Activity: Copy each line of the material in which the word "every" appears.
:: Data provided ::
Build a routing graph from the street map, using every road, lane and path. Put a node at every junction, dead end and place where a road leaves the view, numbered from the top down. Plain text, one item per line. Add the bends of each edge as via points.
:::
:: Data provided ::
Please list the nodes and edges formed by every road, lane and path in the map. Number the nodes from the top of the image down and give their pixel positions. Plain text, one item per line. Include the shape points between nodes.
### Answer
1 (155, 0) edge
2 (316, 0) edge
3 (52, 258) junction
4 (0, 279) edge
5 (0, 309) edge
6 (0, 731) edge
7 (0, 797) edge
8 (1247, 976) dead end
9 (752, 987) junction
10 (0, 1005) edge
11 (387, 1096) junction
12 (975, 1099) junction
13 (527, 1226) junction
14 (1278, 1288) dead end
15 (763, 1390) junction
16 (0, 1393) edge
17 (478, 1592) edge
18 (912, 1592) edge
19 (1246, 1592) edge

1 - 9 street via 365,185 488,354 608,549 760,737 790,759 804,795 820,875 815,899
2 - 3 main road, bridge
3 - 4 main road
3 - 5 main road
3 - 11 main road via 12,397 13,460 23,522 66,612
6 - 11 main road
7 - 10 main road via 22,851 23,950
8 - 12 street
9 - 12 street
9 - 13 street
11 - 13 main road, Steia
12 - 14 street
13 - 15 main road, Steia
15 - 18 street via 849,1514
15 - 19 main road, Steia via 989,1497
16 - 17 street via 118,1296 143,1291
:::
Output of the exercise:
Build a routing graph from the street map, using every road, lane and path. Put a node at every junction, dead end and place where a road leaves the view, numbered from the top down. Plain text, one item per line. Add the bends of each edge as via points.
Please list the nodes and edges formed by every road, lane and path in the map. Number the nodes from the top of the image down and give their pixel positions. Plain text, one item per line. Include the shape points between nodes.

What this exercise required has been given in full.